Can't I just do this myself?

The simplicity of great products often tempts people into attempting DIY solutions, to the determent of all involved.

Blake Kohler
Blake Kohler
Co-Founder / CEO
Can't I just do this myself?

Some of the most amazing products in the world are also some of the simplest. The lack of moving pieces, the excellent user experience, and the simplicity tend to be hallmarks of fantastic software. This perceived simplicity often leads organizations, especially those with technical teams, to be tempted to build and implement their solutions instead of purchasing one from someone else.

The hidden mastery behind simplicity

Baldassare Castiglione, an Italian courtier, once described the ability to make extraordinarily hard things appear effortless as Sprezzatura. Sprezzatura is a mastery level that allows the person, or in our case software solution, to perform its mission without giving away just how hard it is to accomplish.

This mastery comes from a near-obsessive passion for solving a specific problem and dedicating countless hours towards the solution's perfection. The hours of trial and error, experiments and failures distill into one easy to use solution that makes you wonder: "How did it take them so long to do this?"

Sprezzatura is a hallmark of the right technology solution. It will appear as nearly too simple. A solution that doesn't feel this way will be full of features that you don't need, limiting your ability to solve your real problem.

Why not build your own

Any technological solution that achieves Sprezzatura also happens to tempt organizations into listening to the sirens song that calls for them to try and attempt to build this solution themselves. Almost every organization falls into this trap at some point. Below are a few reasons for you to avoid this trap.

It costs more

One of the most potent temptations an organization can experience is to build a technological solution because of a desire to save money. After spending years helping companies make custom software, I can promise you it will always cost more to do it yourself.

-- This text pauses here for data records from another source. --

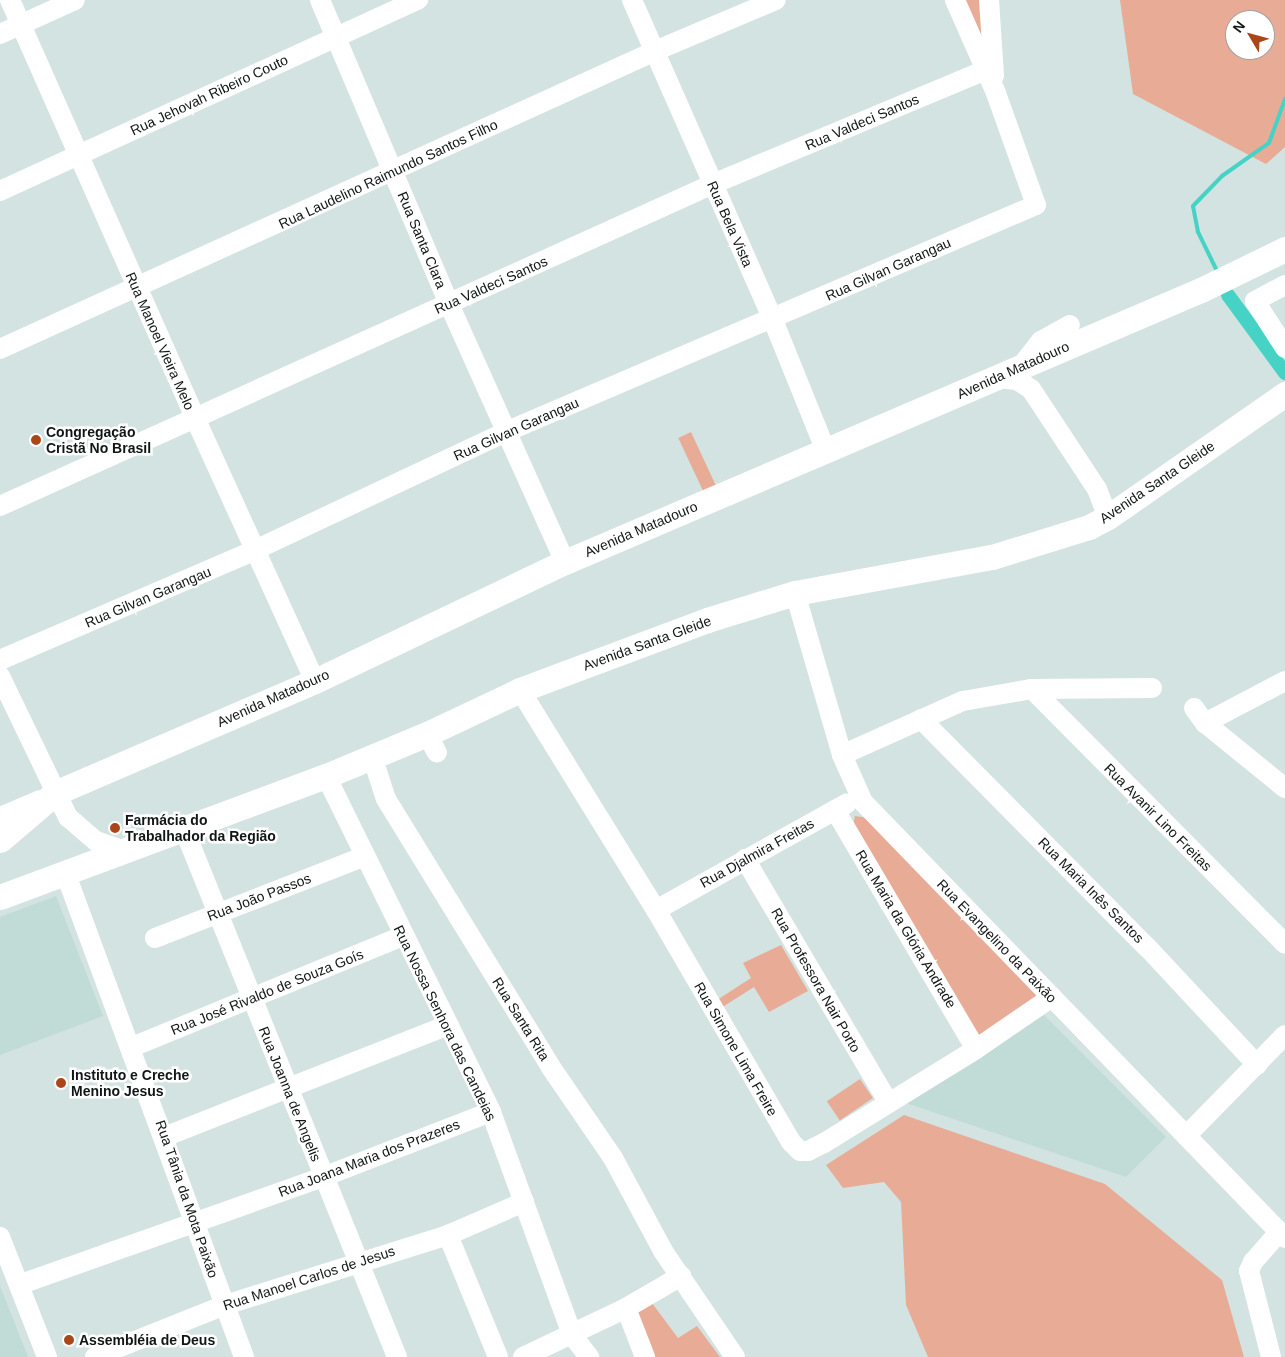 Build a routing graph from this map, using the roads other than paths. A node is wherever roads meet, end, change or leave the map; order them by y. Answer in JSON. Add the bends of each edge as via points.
{"nodes":[{"id":1,"x":10,"y":0,"type":"edge"},
{"id":2,"x":75,"y":0,"type":"edge"},
{"id":3,"x":320,"y":0,"type":"edge"},
{"id":4,"x":418,"y":0,"type":"edge"},
{"id":5,"x":632,"y":0,"type":"edge"},
{"id":6,"x":776,"y":0,"type":"edge"},
{"id":7,"x":955,"y":0,"type":"edge"},
{"id":8,"x":989,"y":0,"type":"edge"},
{"id":9,"x":22,"y":25,"type":"junction"},
{"id":10,"x":0,"y":34,"type":"edge"},
{"id":11,"x":335,"y":38,"type":"junction"},
{"id":12,"x":655,"y":51,"type":"junction"},
{"id":13,"x":985,"y":70,"type":"junction"},
{"id":14,"x":996,"y":93,"type":"junction"},
{"id":15,"x":78,"y":156,"type":"junction"},
{"id":16,"x":394,"y":172,"type":"junction"},
{"id":17,"x":713,"y":184,"type":"junction"},
{"id":18,"x":0,"y":191,"type":"edge"},
{"id":19,"x":1285,"y":249,"type":"edge"},
{"id":20,"x":1285,"y":285,"type":"edge"},
{"id":21,"x":136,"y":288,"type":"junction"},
{"id":22,"x":449,"y":304,"type":"junction"},
{"id":23,"x":773,"y":320,"type":"junction"},
{"id":24,"x":1070,"y":325,"type":"dead end"},
{"id":25,"x":1285,"y":348,"type":"edge"},
{"id":26,"x":0,"y":349,"type":"edge"},
{"id":27,"x":1022,"y":365,"type":"junction"},
{"id":28,"x":998,"y":378,"type":"junction"},
{"id":29,"x":1280,"y":397,"type":"edge"},
{"id":30,"x":194,"y":418,"type":"junction"},
{"id":31,"x":508,"y":431,"type":"junction"},
{"id":32,"x":825,"y":449,"type":"junction"},
{"id":33,"x":0,"y":506,"type":"edge"},
{"id":34,"x":1108,"y":517,"type":"junction"},
{"id":35,"x":255,"y":550,"type":"junction"},
{"id":36,"x":565,"y":562,"type":"junction"},
{"id":37,"x":795,"y":592,"type":"junction"},
{"id":38,"x":0,"y":660,"type":"edge"},
{"id":39,"x":0,"y":676,"type":"edge"},
{"id":40,"x":315,"y":681,"type":"junction"},
{"id":41,"x":1285,"y":681,"type":"edge"},
{"id":42,"x":1152,"y":688,"type":"dead end"},
{"id":43,"x":520,"y":690,"type":"junction"},
{"id":44,"x":1032,"y":690,"type":"junction"},
{"id":45,"x":921,"y":719,"type":"junction"},
{"id":46,"x":842,"y":755,"type":"junction"},
{"id":47,"x":372,"y":756,"type":"junction"},
{"id":48,"x":326,"y":776,"type":"junction"},
{"id":49,"x":1285,"y":788,"type":"edge"},
{"id":50,"x":55,"y":793,"type":"junction"},
{"id":51,"x":859,"y":798,"type":"junction"},
{"id":52,"x":835,"y":810,"type":"junction"},
{"id":53,"x":0,"y":817,"type":"edge"},
{"id":54,"x":184,"y":829,"type":"junction"},
{"id":55,"x":0,"y":840,"type":"edge"},
{"id":56,"x":122,"y":850,"type":"junction"},
{"id":57,"x":363,"y":857,"type":"junction"},
{"id":58,"x":745,"y":858,"type":"junction"},
{"id":59,"x":65,"y":872,"type":"junction"},
{"id":60,"x":0,"y":897,"type":"edge"},
{"id":61,"x":656,"y":910,"type":"junction"},
{"id":62,"x":218,"y":913,"type":"junction"},
{"id":63,"x":402,"y":936,"type":"junction"},
{"id":64,"x":155,"y":938,"type":"dead end"},
{"id":65,"x":1285,"y":944,"type":"edge"},
{"id":66,"x":1052,"y":997,"type":"junction"},
{"id":67,"x":252,"y":999,"type":"junction"},
{"id":68,"x":449,"y":1024,"type":"junction"},
{"id":69,"x":1285,"y":1035,"type":"edge"},
{"id":70,"x":132,"y":1047,"type":"junction"},
{"id":71,"x":976,"y":1049,"type":"junction"},
{"id":72,"x":1257,"y":1065,"type":"junction"},
{"id":73,"x":288,"y":1089,"type":"junction"},
{"id":74,"x":888,"y":1102,"type":"junction"},
{"id":75,"x":491,"y":1112,"type":"junction"},
{"id":76,"x":1186,"y":1136,"type":"junction"},
{"id":77,"x":164,"y":1137,"type":"junction"},
{"id":78,"x":323,"y":1177,"type":"junction"},
{"id":79,"x":524,"y":1202,"type":"junction"},
{"id":80,"x":193,"y":1222,"type":"junction"},
{"id":81,"x":1281,"y":1228,"type":"edge"},
{"id":82,"x":448,"y":1234,"type":"junction"},
{"id":83,"x":0,"y":1237,"type":"edge"},
{"id":84,"x":360,"y":1262,"type":"junction"},
{"id":85,"x":681,"y":1276,"type":"junction"},
{"id":86,"x":21,"y":1284,"type":"junction"},
{"id":87,"x":225,"y":1305,"type":"junction"},
{"id":88,"x":626,"y":1308,"type":"junction"},
{"id":89,"x":572,"y":1335,"type":"junction"},
{"id":90,"x":139,"y":1349,"type":"edge"},
{"id":91,"x":47,"y":1357,"type":"edge"},
{"id":92,"x":95,"y":1357,"type":"edge"},
{"id":93,"x":244,"y":1357,"type":"edge"},
{"id":94,"x":398,"y":1357,"type":"edge"},
{"id":95,"x":498,"y":1357,"type":"edge"},
{"id":96,"x":523,"y":1357,"type":"edge"},
{"id":97,"x":589,"y":1357,"type":"edge"},
{"id":98,"x":645,"y":1357,"type":"edge"},
{"id":99,"x":735,"y":1357,"type":"edge"},
{"id":100,"x":1271,"y":1357,"type":"edge"}],
"edges":[{"from":1,"to":9,"type":"street","name":"Rua Manoel Vieira Melo"},
{"from":2,"to":9,"type":"street"},
{"from":3,"to":11,"type":"street","name":"Rua Santa Clara"},
{"from":4,"to":11,"type":"street","name":"Rua Jehovah Ribeiro Couto"},
{"from":5,"to":12,"type":"street","name":"Rua Bela Vista"},
{"from":6,"to":12,"type":"street","name":"Rua Laudelino Raimundo Santos Filho"},
{"from":7,"to":13,"type":"street"},
{"from":8,"to":14,"type":"street"},
{"from":9,"to":10,"type":"street"},
{"from":9,"to":15,"type":"street","name":"Rua Manoel Vieira Melo"},
{"from":11,"to":15,"type":"street","name":"Rua Jehovah Ribeiro Couto"},
{"from":11,"to":16,"type":"street","name":"Rua Santa Clara"},
{"from":12,"to":16,"type":"street","name":"Rua Laudelino Raimundo Santos Filho"},
{"from":12,"to":17,"type":"street","name":"Rua Bela Vista"},
{"from":13,"to":14,"type":"street"},
{"from":13,"to":17,"type":"street","name":"Rua Valdeci Santos"},
{"from":14,"to":23,"type":"street","name":"Rua Gilvan Garangau","via":[[1036,205]]},
{"from":15,"to":18,"type":"street","name":"Rua Jehovah Ribeiro Couto"},
{"from":15,"to":21,"type":"street","name":"Rua Manoel Vieira Melo"},
{"from":16,"to":21,"type":"street","name":"Rua Laudelino Raimundo Santos Filho"},
{"from":16,"to":22,"type":"street","name":"Rua Santa Clara"},
{"from":17,"to":22,"type":"street","name":"Rua Valdeci Santos"},
{"from":17,"to":23,"type":"street","name":"Rua Bela Vista"},
{"from":19,"to":27,"type":"main road","name":"Avenida Matadouro","via":[[1244,271]]},
{"from":20,"to":25,"type":"street","via":[[1255,301]]},
{"from":21,"to":26,"type":"street","name":"Rua Laudelino Raimundo Santos Filho"},
{"from":21,"to":30,"type":"street","name":"Rua Manoel Vieira Melo"},
{"from":22,"to":30,"type":"street","name":"Rua Valdeci Santos"},
{"from":22,"to":31,"type":"street","name":"Rua Santa Clara"},
{"from":23,"to":31,"type":"street","name":"Rua Gilvan Garangau"},
{"from":23,"to":32,"type":"street","name":"Rua Bela Vista"},
{"from":24,"to":27,"type":"street","via":[[1041,340]]},
{"from":27,"to":28,"type":"main road","name":"Avenida Matadouro"},
{"from":28,"to":32,"type":"main road","name":"Avenida Matadouro"},
{"from":28,"to":34,"type":"street","via":[[1017,380],[1031,389],[1097,489]]},
{"from":29,"to":34,"type":"main road","name":"Avenida Santa Gleide"},
{"from":30,"to":33,"type":"street","name":"Rua Valdeci Santos"},
{"from":30,"to":35,"type":"street","name":"Rua Manoel Vieira Melo"},
{"from":31,"to":35,"type":"street","name":"Rua Gilvan Garangau"},
{"from":31,"to":36,"type":"street","name":"Rua Santa Clara"},
{"from":32,"to":36,"type":"main road","name":"Avenida Matadouro"},
{"from":34,"to":37,"type":"main road","name":"Avenida Santa Gleide","via":[[1089,527],[992,557]]},
{"from":35,"to":38,"type":"street","name":"Rua Gilvan Garangau"},
{"from":35,"to":40,"type":"street","name":"Rua Manoel Vieira Melo"},
{"from":36,"to":40,"type":"main road","name":"Avenida Matadouro"},
{"from":37,"to":43,"type":"main road","name":"Avenida Santa Gleide","via":[[707,620]]},
{"from":37,"to":46,"type":"street","name":"Rua Evangelino da Paixão"},
{"from":39,"to":50,"type":"street"},
{"from":40,"to":50,"type":"main road","name":"Avenida Matadouro"},
{"from":41,"to":49,"type":"street","via":[[1199,716]]},
{"from":42,"to":44,"type":"street"},
{"from":43,"to":47,"type":"main road","name":"Avenida Santa Gleide","via":[[432,743]]},
{"from":43,"to":61,"type":"street","name":"Rua Simone Lima Freire"},
{"from":44,"to":45,"type":"street","via":[[962,701]]},
{"from":44,"to":65,"type":"street","name":"Rua Avanir Lino Freitas"},
{"from":45,"to":46,"type":"street"},
{"from":45,"to":72,"type":"street","name":"Rua Maria Inês Santos","via":[[1148,948]]},
{"from":46,"to":51,"type":"street","name":"Rua Evangelino da Paixão"},
{"from":47,"to":48,"type":"main road","name":"Avenida Santa Gleide"},
{"from":47,"to":85,"type":"street","name":"Rua Santa Rita","via":[[386,799],[550,1066],[613,1158],[663,1251]]},
{"from":48,"to":54,"type":"main road","name":"Avenida Santa Gleide"},
{"from":48,"to":57,"type":"street","name":"Rua Nossa Senhora das Candeias"},
{"from":50,"to":53,"type":"street","name":"Avenida Matadouro"},
{"from":50,"to":55,"type":"main road"},
{"from":50,"to":56,"type":"street","via":[[68,817],[82,832]]},
{"from":51,"to":52,"type":"street","name":"Rua Djalmira Freitas"},
{"from":51,"to":66,"type":"street","name":"Rua Evangelino da Paixão"},
{"from":52,"to":58,"type":"street","name":"Rua Djalmira Freitas"},
{"from":52,"to":71,"type":"street","name":"Rua Maria da Glória Andrade"},
{"from":54,"to":56,"type":"main road","name":"Avenida Santa Gleide"},
{"from":54,"to":62,"type":"street","name":"Rua Joanna de Angelis"},
{"from":56,"to":59,"type":"main road","name":"Avenida Santa Gleide"},
{"from":57,"to":62,"type":"street","name":"Rua João Passos"},
{"from":57,"to":63,"type":"street","name":"Rua Nossa Senhora das Candeias"},
{"from":58,"to":61,"type":"street","name":"Rua Djalmira Freitas"},
{"from":58,"to":74,"type":"street","name":"Rua Professora Nair Porto"},
{"from":59,"to":60,"type":"main road","name":"Avenida Santa Gleide"},
{"from":59,"to":70,"type":"street","name":"Rua Tânia da Mota Paixão"},
{"from":61,"to":74,"type":"street","name":"Rua Simone Lima Freire","via":[[791,1142],[800,1151],[808,1151]]},
{"from":62,"to":64,"type":"street","name":"Rua João Passos"},
{"from":62,"to":67,"type":"street","name":"Rua Joanna de Angelis"},
{"from":63,"to":67,"type":"street","name":"Rua José Rivaldo de Souza Goís"},
{"from":63,"to":68,"type":"street","name":"Rua Nossa Senhora das Candeias"},
{"from":66,"to":71,"type":"street","name":"Rua Simone Lima Freire"},
{"from":66,"to":76,"type":"street","name":"Rua Evangelino da Paixão"},
{"from":67,"to":70,"type":"street","name":"Rua José Rivaldo de Souza Goís"},
{"from":67,"to":73,"type":"street","name":"Rua Joanna de Angelis"},
{"from":68,"to":73,"type":"street"},
{"from":68,"to":75,"type":"street","name":"Rua Nossa Senhora das Candeias"},
{"from":69,"to":72,"type":"street"},
{"from":70,"to":77,"type":"street","name":"Rua Tânia da Mota Paixão"},
{"from":71,"to":74,"type":"street","name":"Rua Simone Lima Freire"},
{"from":72,"to":76,"type":"street"},
{"from":73,"to":77,"type":"street"},
{"from":73,"to":78,"type":"street","name":"Rua Joanna de Angelis"},
{"from":75,"to":78,"type":"street","name":"Rua Joana Maria dos Prazeres"},
{"from":75,"to":79,"type":"street","name":"Rua Nossa Senhora das Candeias"},
{"from":76,"to":81,"type":"street","name":"Rua Evangelino da Paixão"},
{"from":77,"to":80,"type":"street","name":"Rua Tânia da Mota Paixão"},
{"from":78,"to":80,"type":"street","name":"Rua Joana Maria dos Prazeres"},
{"from":78,"to":84,"type":"street","name":"Rua Joanna de Angelis"},
{"from":79,"to":82,"type":"street","name":"Rua Manoel Carlos de Jesus"},
{"from":79,"to":89,"type":"street","name":"Rua Nossa Senhora das Candeias"},
{"from":80,"to":86,"type":"street","name":"Rua Joana Maria dos Prazeres"},
{"from":80,"to":87,"type":"street","name":"Rua Tânia da Mota Paixão"},
{"from":81,"to":100,"type":"street","via":[[1252,1262],[1249,1272]]},
{"from":82,"to":84,"type":"street","name":"Rua Manoel Carlos de Jesus"},
{"from":82,"to":95,"type":"street"},
{"from":83,"to":86,"type":"street"},
{"from":84,"to":87,"type":"street","name":"Rua Manoel Carlos de Jesus"},
{"from":84,"to":94,"type":"street","name":"Rua Joanna de Angelis"},
{"from":85,"to":88,"type":"street"},
{"from":85,"to":99,"type":"street"},
{"from":86,"to":91,"type":"street"},
{"from":87,"to":90,"type":"street","name":"Rua Manoel Carlos de Jesus"},
{"from":87,"to":93,"type":"street","name":"Rua Tânia da Mota Paixão"},
{"from":88,"to":89,"type":"street"},
{"from":88,"to":98,"type":"street"},
{"from":89,"to":96,"type":"street"},
{"from":89,"to":97,"type":"street","name":"Rua Nossa Senhora das Candeias"},
{"from":90,"to":92,"type":"street","name":"Rua Manoel Carlos de Jesus"}]}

Even cobbling together different software and hardware solutions get expensive very quickly in ways that you do not expect. Meetings held to discuss how to build the technology will cost your organization more money than it would cost you to purchase and implement an off-the-shelf solution.

It will be an inferior product

Perhaps the nastiest surprise once an organization has finished building its technological solution is the relative inferiority of the product versus something that they could have purchased. The polish that sets apart incredible technical solutions comes from long hours of working on the same thing repeatedly. This type of polish is usually unattainable for groups building their solution, typically, not their profession. While they often might have either the technical know-how or the subject matter expertise, combining them takes years of effort and a substantial amount of trial and error.

In-house solutions will frequently suffer from defects due to the absence of other organizations finding the bugs before you do. Because of this, you'll find the same bugs repeatedly and have a small likelihood that adequate time will be allotted for your technical team to fix all of them.

It takes more time to implement

When tackling building an in-house solution, it can be incredibly easy to drastically underestimate how much time it will take to complete it.

Software is notoriously (https://ardalis.com/the-5-laws-of-software-estimates/) hard to estimate how much time it will take to complete a project. A general rule of thumb for any project is to double the amount of time you think it will take you to complete it. (https://lifehacker.com/estimate-how-much-time-you-need-for-a-project-then-dou-1592791225) When it comes to a technical project, you should then double it again.

This underestimation leads to unforeseen delays in implementing your proposed solution. These delays add additional costs as they take away your technical staff from the other work they had to accomplish. Importantly, it also delays the resolution of the original problem.

While there might be some investment in implementing an off-the-shelf solution, the time spent will be a fraction of if you go the in-house route.

Its maintenance cost keep climbing

Imagine yourself sitting at your desk and getting a phone call right before an important meeting. It was someone who was using your 3-month-old technological solution, and now something is wrong.

Technology is, unfortunately, much like a car. It tends to require constant maintenance to keep it running optimally. As you use the software on new devices, updates need to be programmed to ensure that your legacy system can still run on modern computers. Its builders will most likely leave
After getting a call about still another defect in the software, you think to yourself - "I'll just call Amy, she built it, she can fix it."

Then you remember that Amy left for a new job two weeks ago.

Those who originally built the system and have departed on to other jobs with the knowledge of what they created comprise one of the most significant risks of in house software. The likelihood that you'll have invested far more into it two years from now than you would have gone with a commercial solution and your costs don't seem to have an end in sight.

It's harder than it looks

The software that meets your needs will correctly be described as deceptively simple or surprisingly complex. It should have just enough functionality to perform the task without overburdening your organization. It will save you time and money and be continuously updated to provide value both today and in the future.

Building a technological solution, especially ones that combine hardware and software, is a daunting task - even for professionals. The time and energy required to reach Sprezzatura in tech often necessitate years of honing technical ability and subject matter expertise.

When you are experiencing the sticker shock associated with off-the-shelf technology, consider what you are getting for your money. It's not just the hardware or software; rather, it's the ever-improving mastery of a lovingly refined problem into solutions for you and your team to use.